Inline Function Templates in C and C++ - SPARC Assembly Language Reference Manual

Language:

7.1 Inline Function Templates in C and C++

The following are examples where inline templates are particularly useful:

Hand-coded mutex locks using atomic instructions.
System-level access for a hardware device or to access certain hardware registers.
Precise implementation of algorithms that can be implemented optimally using hand-coding that the compiler is unable to replicate.

Inline templates appear as normal function calls in the C/C++ source code. When the source code program cc -O prog.c code.il and the file containing the inline template defining the function are compiled together, the compiler will insert the code from the inline template in place of the function call in the code generated from the C/C++ source code.

7.1.1 Compiling C/C++ with Inline Templates

Inline template files have the .il file extension. Compile inline templates along with the source file that calls them. The code is inlined during the code-generator stage of compilation.

cc -O prog.c code.il

The preceding example will compile prog.c and inline the code from code.il wherever the function defined by code.il is called in prog.c.

7.1.2 Layout of Code in Inline Templates

A single inline template file can define more than one inline templates. Each template definition starts with a declaration, and ends with an end statement:

.inline identifier
  ...assembler code...
.end

identifier is the name of the template function. Multiple template definitions with the same name can appear in the file, but the compiler will use only the first definition.

Since the template code will be inlined directly, without a call, into the code generated by the compiler, there is no need for a return instruction.

The template requires a prototype declaration in C/C++ source code to ensure that the compiler assigns correct types for all the parameters and recognizes the template name as a function.

For example, the following prototype declaration defines the template function:

void do_nothing();

And the associated template definition of this function might look like the following:

/* The do_nothing() template does nothing*/
.inline do_nothing,0
  nop
end

The inline template definition would appear in a separate .il file and would be compiled along with the source code file containing the call.

7.1.3 Guidelines for Coding Inline Templates

SPARC inline assembly code can use only integer registers %o0 to %o5 and floating point registers %f0 to %f31 for temporary values. These registers are referred to as the caller-saved registers. Other registers should not be used. Calls can be made to other routines from the inline template, but these calls are subject to the same constraint.

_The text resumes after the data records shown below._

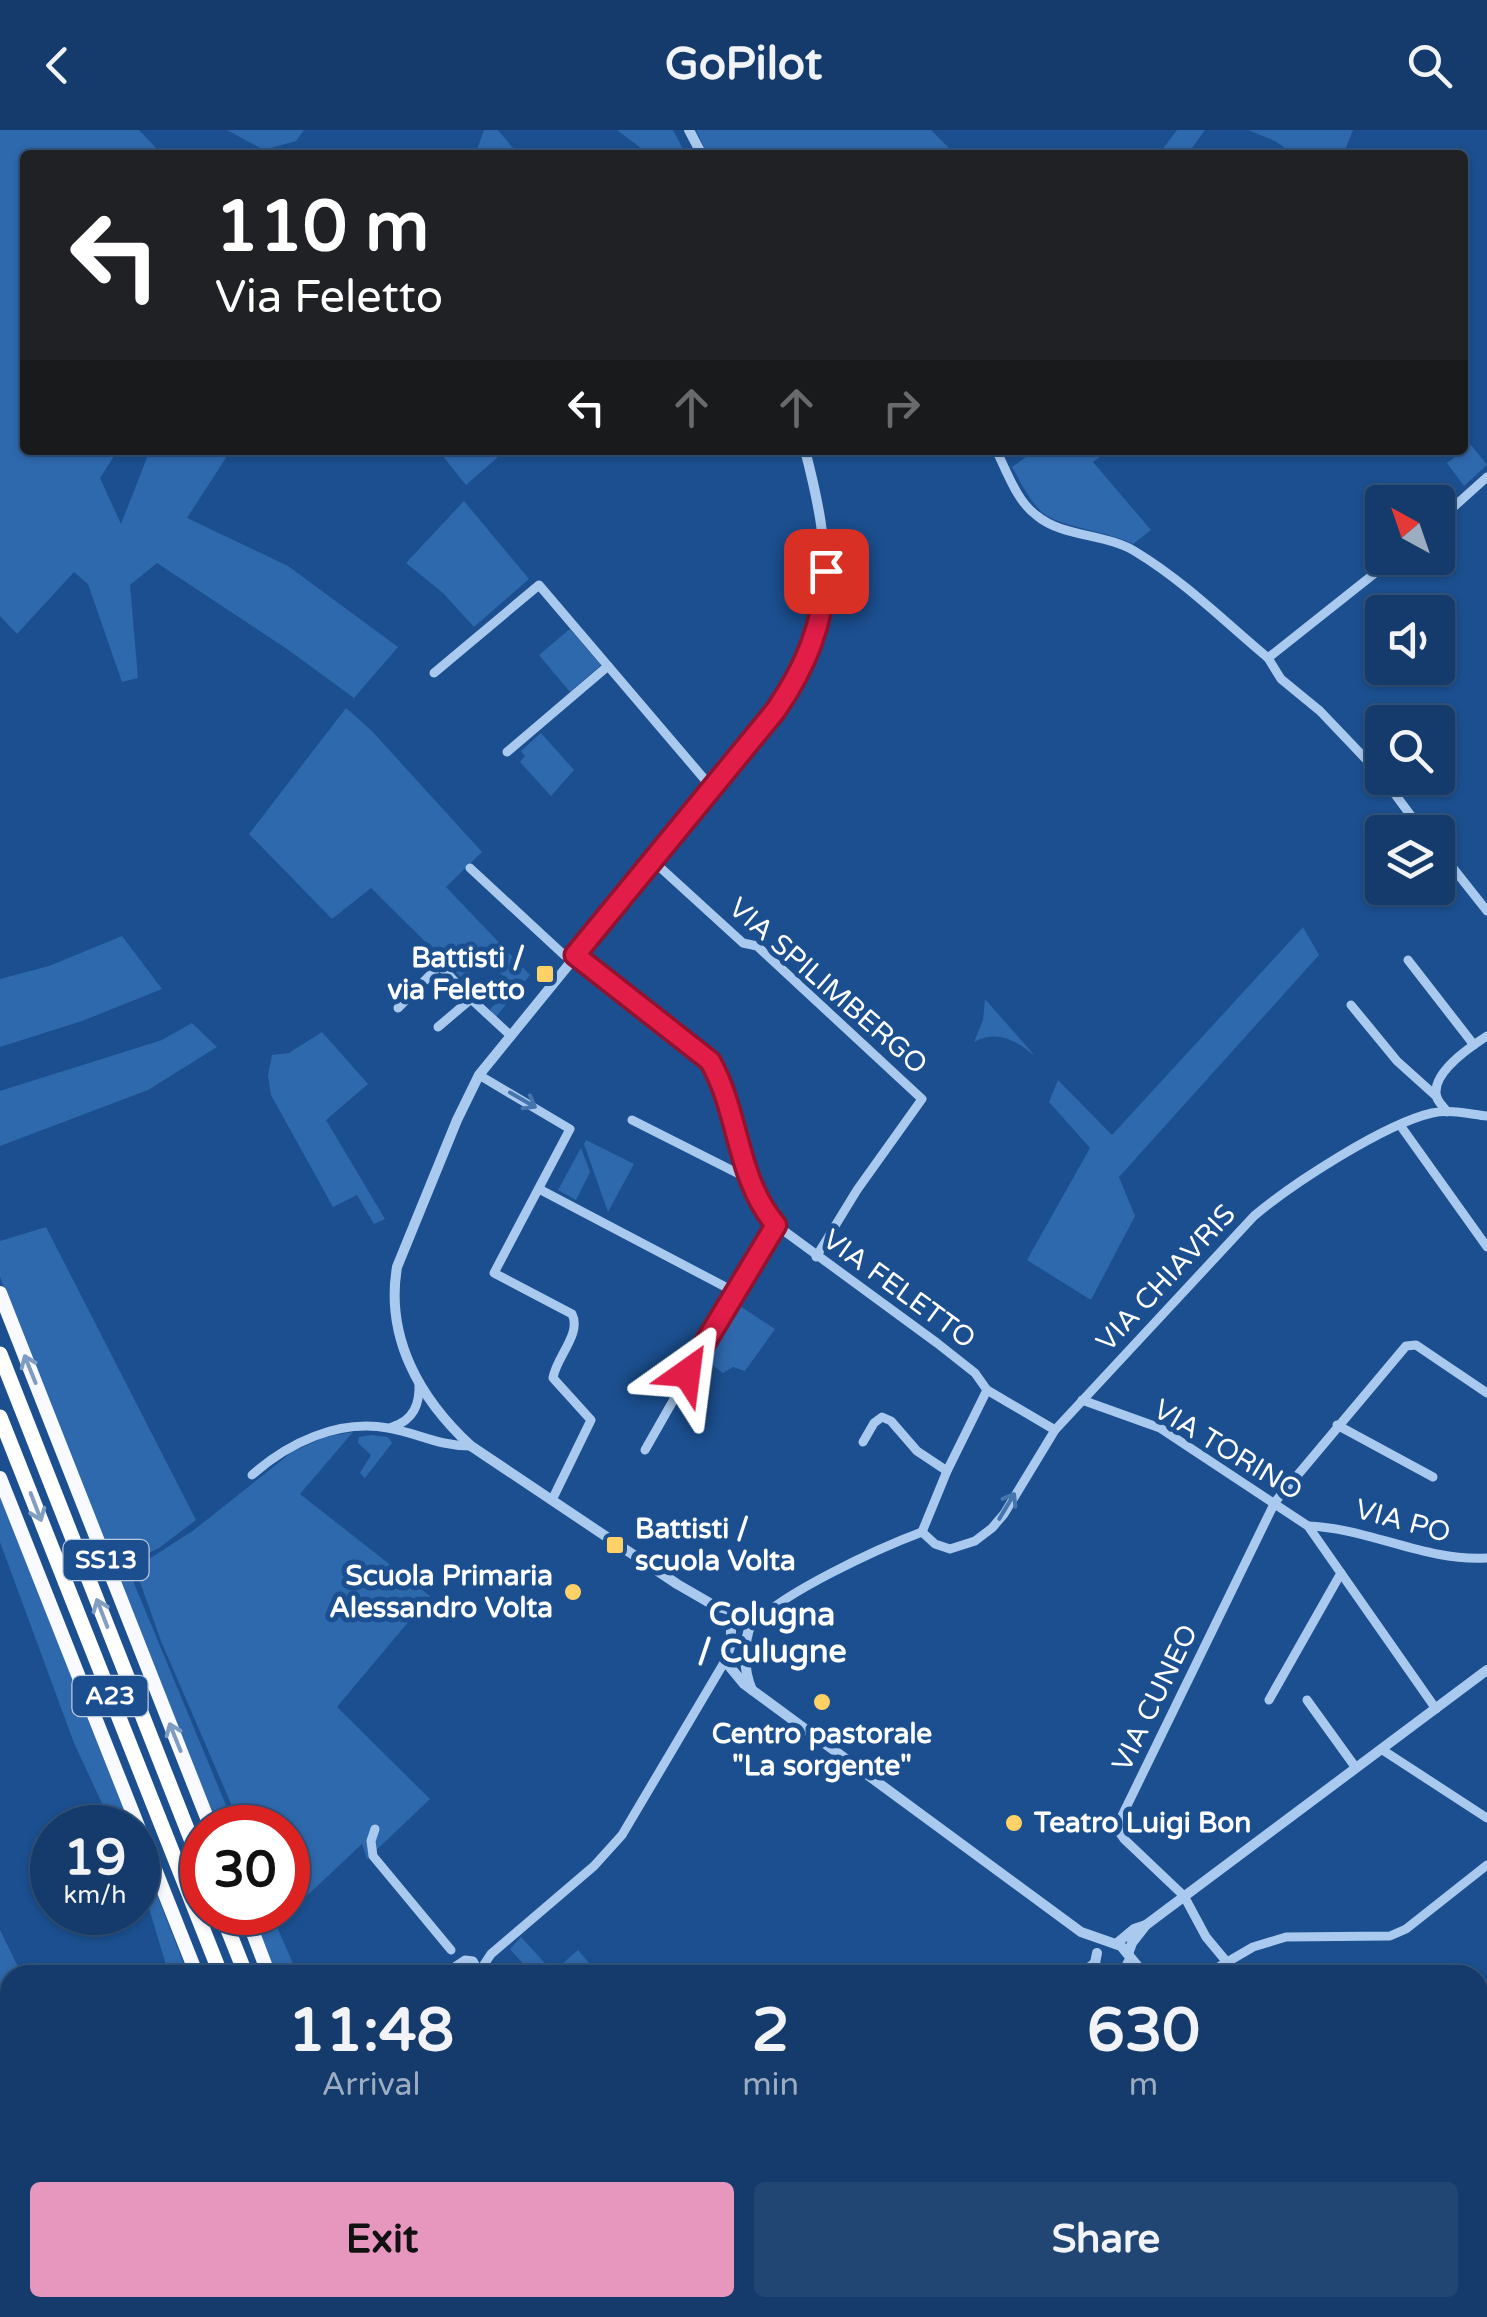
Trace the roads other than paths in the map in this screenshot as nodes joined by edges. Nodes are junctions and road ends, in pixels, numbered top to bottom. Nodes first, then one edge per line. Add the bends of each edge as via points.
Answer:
1 (806, 455) edge
2 (999, 455) edge
3 (1487, 478) edge
4 (1455, 506) edge
5 (1373, 575) edge
6 (1268, 658) junction
7 (608, 666) junction
8 (434, 673) dead end
9 (507, 752) dead end
10 (1365, 758) edge
11 (712, 788) junction
12 (652, 860) junction
13 (470, 868) dead end
14 (1455, 871) edge
15 (1487, 911) edge
16 (574, 957) junction
17 (1408, 960) dead end
18 (470, 1000) junction
19 (1351, 1005) dead end
20 (398, 1008) dead end
21 (438, 1027) dead end
22 (510, 1035) junction
23 (1487, 1036) edge
24 (1474, 1045) junction
25 (479, 1075) junction
26 (1437, 1097) junction
27 (1447, 1112) junction
28 (1487, 1116) edge
29 (632, 1120) dead end
30 (1400, 1125) junction
31 (747, 1178) junction
32 (539, 1189) junction
33 (776, 1225) junction
34 (1487, 1248) edge
35 (816, 1258) junction
36 (0, 1292) edge
37 (734, 1292) junction
38 (0, 1354) edge
39 (419, 1382) junction
40 (987, 1390) junction
41 (1487, 1394) edge
42 (1082, 1400) junction
43 (0, 1416) edge
44 (1337, 1426) junction
45 (389, 1428) junction
46 (1055, 1430) junction
47 (863, 1442) dead end
48 (471, 1446) junction
49 (645, 1450) dead end
50 (947, 1471) junction
51 (252, 1475) dead end
52 (0, 1478) edge
53 (1433, 1478) dead end
54 (552, 1498) junction
55 (1274, 1502) junction
56 (1308, 1526) junction
57 (922, 1532) junction
58 (1487, 1558) edge
59 (1341, 1573) junction
60 (715, 1606) junction
61 (768, 1610) junction
62 (741, 1614) junction
63 (731, 1626) junction
64 (751, 1627) junction
65 (746, 1666) junction
66 (726, 1670) junction
67 (1487, 1670) edge
68 (752, 1690) junction
69 (1269, 1700) dead end
70 (1306, 1700) dead end
71 (1436, 1709) junction
72 (1381, 1749) junction
73 (1356, 1768) junction
74 (202, 1805) edge
75 (180, 1811) edge
76 (1487, 1818) edge
77 (375, 1829) dead end
78 (1487, 1865) edge
79 (1184, 1896) junction
80 (1146, 1925) junction
81 (1082, 1932) junction
82 (230, 1935) edge
83 (254, 1935) edge
84 (1113, 1944) junction
85 (1129, 1957) junction
86 (1096, 1958) junction
87 (1226, 1961) junction
88 (192, 1965) edge
89 (217, 1965) edge
90 (242, 1965) edge
91 (266, 1965) edge
92 (464, 1965) edge
93 (472, 1965) edge
94 (1089, 1965) edge
95 (1098, 1965) edge
96 (1126, 1965) edge
97 (1136, 1965) edge
98 (1220, 1965) edge

1 - 11 street via 824,545 820,623 800,675
2 - 6 street via 1035,515 1135,550
3 - 4 street
5 - 6 street
6 - 10 street via 1281,679
7 - 8 street via 539,585
7 - 9 street
7 - 11 street
11 - 12 street
12 - 16 street
12 - 35 street, VIA SPILIMBERGO via 743,943 757,946 922,1099
13 - 16 street, VIA FELETTO
14 - 15 street
16 - 22 street
16 - 31 street, VIA FELETTO via 710,1061 724,1086
17 - 24 street
18 - 20 street via 437,963
18 - 21 street
18 - 22 street
19 - 26 street
22 - 25 street
23 - 24 street
24 - 26 street via 1437,1083
25 -> 32 street via 570,1129
25 - 39 street via 397,1268 394,1317
26 - 27 street
27 - 28 street, VIA CHIAVRIS
27 - 30 street, VIA CHIAVRIS
29 - 31 street
30 - 34 street
30 - 42 street, VIA CHIAVRIS via 1254,1216
31 - 33 street, VIA FELETTO
32 - 37 street
32 - 54 street via 494,1273 575,1320 553,1378 591,1420
33 - 35 street, VIA FELETTO
33 - 37 street
35 - 40 street, VIA FELETTO via 937,1343
74 -> 36 highway, SS13
37 - 49 street
75 -> 38 highway, A23
39 - 45 street via 418,1406
39 - 48 street
40 - 46 street, VIA FELETTO
40 - 50 street
41 - 44 street via 1416,1345 1406,1346
42 - 46 street, VIA CHIAVRIS
42 - 55 street, VIA TORINO via 1160,1428
43 -> 89 highway, A23
44 - 53 street
44 - 55 street
45 - 48 street via 446,1446
45 - 51 street via 306,1438
57 -> 46 street, VIA CHIAVRIS via 935,1544 958,1548 992,1528
47 - 50 street via 882,1417
48 - 54 street
50 - 57 street
52 - 88 highway, SS13
54 - 60 street
55 - 56 street, VIA TORINO
55 - 79 street, VIA CUNEO via 1119,1822 1124,1839
56 - 58 street, VIA PO via 1337,1527 1461,1560
56 - 59 street, VIA TORINO
57 - 61 street
59 - 69 street
59 - 71 street, VIA TORINO
60 - 62 street
60 - 63 street
61 - 62 street
61 - 64 street
62 - 63 street
62 - 64 street
63 - 66 street
64 - 65 street
65 - 66 street
65 - 68 street
66 - 68 street
66 - 93 street via 622,1836
67 - 71 street
68 - 81 street
70 - 73 street
71 - 72 street
72 - 73 street
72 - 76 street
73 - 79 street
77 - 92 street via 373,1856
78 - 87 street via 1390,1936 1286,1937
79 - 80 street
79 - 87 street
80 - 84 street
80 - 85 street
81 - 84 street
81 - 86 street
82 - 90 highway
83 - 91 highway
84 - 85 street
84 - 86 street
85 - 96 street
85 - 97 street
86 - 94 street
86 - 95 street
87 - 98 street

The compiler will handle most of the SPARC instruction set. If the template utilises only those instructions that the compiler normally generates it will be early inlined (see Late and Early Inlining), and the code will be scheduled optimally. However, if the template utilises instructions that the compiler accepts but does not typically generate (such as VIS instructions or atomics), the code might be late inlined. Consequently, the code might not be optimally scheduled by the compiler, resulting in a possible performance loss.

7.1.3.1 Parameter Passing

Passing parameters between the C/C++ caller program and the assembly language template code must obey the parameter passing rules defined by the target architecture, which are different for 32-bit and 64-bit code. Parameter passing is described by the SPARC ABI. See https://sparc.org/technical-documents/. SCD 2.3 describes Version 8 (32-bit code) and SCD 2.4.1 describes Version 9 (64-bit code).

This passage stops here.